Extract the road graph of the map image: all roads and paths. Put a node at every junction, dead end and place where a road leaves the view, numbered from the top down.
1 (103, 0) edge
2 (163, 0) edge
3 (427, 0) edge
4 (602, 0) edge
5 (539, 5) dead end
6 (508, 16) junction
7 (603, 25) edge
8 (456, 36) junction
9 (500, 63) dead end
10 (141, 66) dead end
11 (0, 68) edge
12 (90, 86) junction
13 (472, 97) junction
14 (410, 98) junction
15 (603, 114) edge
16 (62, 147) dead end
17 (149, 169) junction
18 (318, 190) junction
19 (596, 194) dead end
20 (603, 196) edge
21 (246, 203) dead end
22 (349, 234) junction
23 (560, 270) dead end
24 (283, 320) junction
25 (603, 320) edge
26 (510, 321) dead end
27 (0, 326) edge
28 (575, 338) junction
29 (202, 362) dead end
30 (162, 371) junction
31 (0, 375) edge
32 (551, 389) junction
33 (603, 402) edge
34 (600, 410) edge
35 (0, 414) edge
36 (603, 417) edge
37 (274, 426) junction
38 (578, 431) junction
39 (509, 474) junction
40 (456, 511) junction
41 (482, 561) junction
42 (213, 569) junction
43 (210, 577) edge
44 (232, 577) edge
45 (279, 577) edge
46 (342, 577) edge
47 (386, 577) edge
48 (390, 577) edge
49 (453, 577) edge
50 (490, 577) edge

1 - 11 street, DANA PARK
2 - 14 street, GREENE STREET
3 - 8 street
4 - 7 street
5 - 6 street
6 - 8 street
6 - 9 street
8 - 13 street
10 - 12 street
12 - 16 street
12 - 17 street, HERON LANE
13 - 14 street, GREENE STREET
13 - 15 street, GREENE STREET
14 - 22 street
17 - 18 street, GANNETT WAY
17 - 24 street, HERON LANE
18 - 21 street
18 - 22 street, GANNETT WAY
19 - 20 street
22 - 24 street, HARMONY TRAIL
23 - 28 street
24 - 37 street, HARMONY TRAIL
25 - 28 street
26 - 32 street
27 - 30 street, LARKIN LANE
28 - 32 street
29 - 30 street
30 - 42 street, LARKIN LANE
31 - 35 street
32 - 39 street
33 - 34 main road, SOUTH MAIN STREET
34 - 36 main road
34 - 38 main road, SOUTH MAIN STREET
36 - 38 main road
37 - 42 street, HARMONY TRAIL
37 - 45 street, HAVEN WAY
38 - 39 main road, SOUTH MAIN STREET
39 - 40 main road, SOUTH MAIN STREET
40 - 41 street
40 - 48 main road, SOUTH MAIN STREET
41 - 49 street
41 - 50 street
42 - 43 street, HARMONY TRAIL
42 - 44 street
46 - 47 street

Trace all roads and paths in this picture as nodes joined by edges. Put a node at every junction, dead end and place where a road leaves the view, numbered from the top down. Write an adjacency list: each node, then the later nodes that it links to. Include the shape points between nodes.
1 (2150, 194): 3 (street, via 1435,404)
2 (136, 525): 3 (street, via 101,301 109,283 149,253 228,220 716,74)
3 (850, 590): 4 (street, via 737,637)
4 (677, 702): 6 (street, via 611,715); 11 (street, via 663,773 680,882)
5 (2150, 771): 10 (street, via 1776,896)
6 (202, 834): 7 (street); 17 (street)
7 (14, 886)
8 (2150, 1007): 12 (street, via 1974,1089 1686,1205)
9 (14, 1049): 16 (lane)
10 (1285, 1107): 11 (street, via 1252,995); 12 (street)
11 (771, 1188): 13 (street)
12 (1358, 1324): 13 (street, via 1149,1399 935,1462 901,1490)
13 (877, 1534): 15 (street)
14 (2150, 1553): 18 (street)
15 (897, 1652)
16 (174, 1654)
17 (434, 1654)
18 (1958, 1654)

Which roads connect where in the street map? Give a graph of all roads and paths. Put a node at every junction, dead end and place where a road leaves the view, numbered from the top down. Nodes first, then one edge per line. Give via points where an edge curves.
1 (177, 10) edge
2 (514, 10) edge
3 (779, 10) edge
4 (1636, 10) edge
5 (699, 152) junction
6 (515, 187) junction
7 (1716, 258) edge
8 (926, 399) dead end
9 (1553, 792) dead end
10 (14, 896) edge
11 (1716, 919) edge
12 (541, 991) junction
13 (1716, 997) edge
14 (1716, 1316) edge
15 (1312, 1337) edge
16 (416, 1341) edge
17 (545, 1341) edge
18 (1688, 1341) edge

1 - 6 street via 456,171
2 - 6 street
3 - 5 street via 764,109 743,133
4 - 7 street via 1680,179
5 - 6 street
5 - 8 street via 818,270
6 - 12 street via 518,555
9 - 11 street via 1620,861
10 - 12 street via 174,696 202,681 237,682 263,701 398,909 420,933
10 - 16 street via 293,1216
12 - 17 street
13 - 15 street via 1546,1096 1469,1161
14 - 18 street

WORK REQUIRED -
Output the full listing again with nothing altered.

TASK OUTPUT -
Extract the road graph of the map image: all roads and paths. Put a node at every junction, dead end and place where a road leaves the view, numbered from the top down.
1 (103, 0) edge
2 (163, 0) edge
3 (427, 0) edge
4 (602, 0) edge
5 (539, 5) dead end
6 (508, 16) junction
7 (603, 25) edge
8 (456, 36) junction
9 (500, 63) dead end
10 (141, 66) dead end
11 (0, 68) edge
12 (90, 86) junction
13 (472, 97) junction
14 (410, 98) junction
15 (603, 114) edge
16 (62, 147) dead end
17 (149, 169) junction
18 (318, 190) junction
19 (596, 194) dead end
20 (603, 196) edge
21 (246, 203) dead end
22 (349, 234) junction
23 (560, 270) dead end
24 (283, 320) junction
25 (603, 320) edge
26 (510, 321) dead end
27 (0, 326) edge
28 (575, 338) junction
29 (202, 362) dead end
30 (162, 371) junction
31 (0, 375) edge
32 (551, 389) junction
33 (603, 402) edge
34 (600, 410) edge
35 (0, 414) edge
36 (603, 417) edge
37 (274, 426) junction
38 (578, 431) junction
39 (509, 474) junction
40 (456, 511) junction
41 (482, 561) junction
42 (213, 569) junction
43 (210, 577) edge
44 (232, 577) edge
45 (279, 577) edge
46 (342, 577) edge
47 (386, 577) edge
48 (390, 577) edge
49 (453, 577) edge
50 (490, 577) edge

1 - 11 street, DANA PARK
2 - 14 street, GREENE STREET
3 - 8 street
4 - 7 street
5 - 6 street
6 - 8 street
6 - 9 street
8 - 13 street
10 - 12 street
12 - 16 street
12 - 17 street, HERON LANE
13 - 14 street, GREENE STREET
13 - 15 street, GREENE STREET
14 - 22 street
17 - 18 street, GANNETT WAY
17 - 24 street, HERON LANE
18 - 21 street
18 - 22 street, GANNETT WAY
19 - 20 street
22 - 24 street, HARMONY TRAIL
23 - 28 street
24 - 37 street, HARMONY TRAIL
25 - 28 street
26 - 32 street
27 - 30 street, LARKIN LANE
28 - 32 street
29 - 30 street
30 - 42 street, LARKIN LANE
31 - 35 street
32 - 39 street
33 - 34 main road, SOUTH MAIN STREET
34 - 36 main road
34 - 38 main road, SOUTH MAIN STREET
36 - 38 main road
37 - 42 street, HARMONY TRAIL
37 - 45 street, HAVEN WAY
38 - 39 main road, SOUTH MAIN STREET
39 - 40 main road, SOUTH MAIN STREET
40 - 41 street
40 - 48 main road, SOUTH MAIN STREET
41 - 49 street
41 - 50 street
42 - 43 street, HARMONY TRAIL
42 - 44 street
46 - 47 street

Trace all roads and paths in this picture as nodes joined by edges. Put a node at every junction, dead end and place where a road leaves the view, numbered from the top down. Write an adjacency list: each node, then the later nodes that it links to. Include the shape points between nodes.
1 (2150, 194): 3 (street, via 1435,404)
2 (136, 525): 3 (street, via 101,301 109,283 149,253 228,220 716,74)
3 (850, 590): 4 (street, via 737,637)
4 (677, 702): 6 (street, via 611,715); 11 (street, via 663,773 680,882)
5 (2150, 771): 10 (street, via 1776,896)
6 (202, 834): 7 (street); 17 (street)
7 (14, 886)
8 (2150, 1007): 12 (street, via 1974,1089 1686,1205)
9 (14, 1049): 16 (lane)
10 (1285, 1107): 11 (street, via 1252,995); 12 (street)
11 (771, 1188): 13 (street)
12 (1358, 1324): 13 (street, via 1149,1399 935,1462 901,1490)
13 (877, 1534): 15 (street)
14 (2150, 1553): 18 (street)
15 (897, 1652)
16 (174, 1654)
17 (434, 1654)
18 (1958, 1654)

Which roads connect where in the street map? Give a graph of all roads and paths. Put a node at every junction, dead end and place where a road leaves the view, numbered from the top down. Nodes first, then one edge per line. Give via points where an edge curves.
1 (177, 10) edge
2 (514, 10) edge
3 (779, 10) edge
4 (1636, 10) edge
5 (699, 152) junction
6 (515, 187) junction
7 (1716, 258) edge
8 (926, 399) dead end
9 (1553, 792) dead end
10 (14, 896) edge
11 (1716, 919) edge
12 (541, 991) junction
13 (1716, 997) edge
14 (1716, 1316) edge
15 (1312, 1337) edge
16 (416, 1341) edge
17 (545, 1341) edge
18 (1688, 1341) edge

1 - 6 street via 456,171
2 - 6 street
3 - 5 street via 764,109 743,133
4 - 7 street via 1680,179
5 - 6 street
5 - 8 street via 818,270
6 - 12 street via 518,555
9 - 11 street via 1620,861
10 - 12 street via 174,696 202,681 237,682 263,701 398,909 420,933
10 - 16 street via 293,1216
12 - 17 street
13 - 15 street via 1546,1096 1469,1161
14 - 18 street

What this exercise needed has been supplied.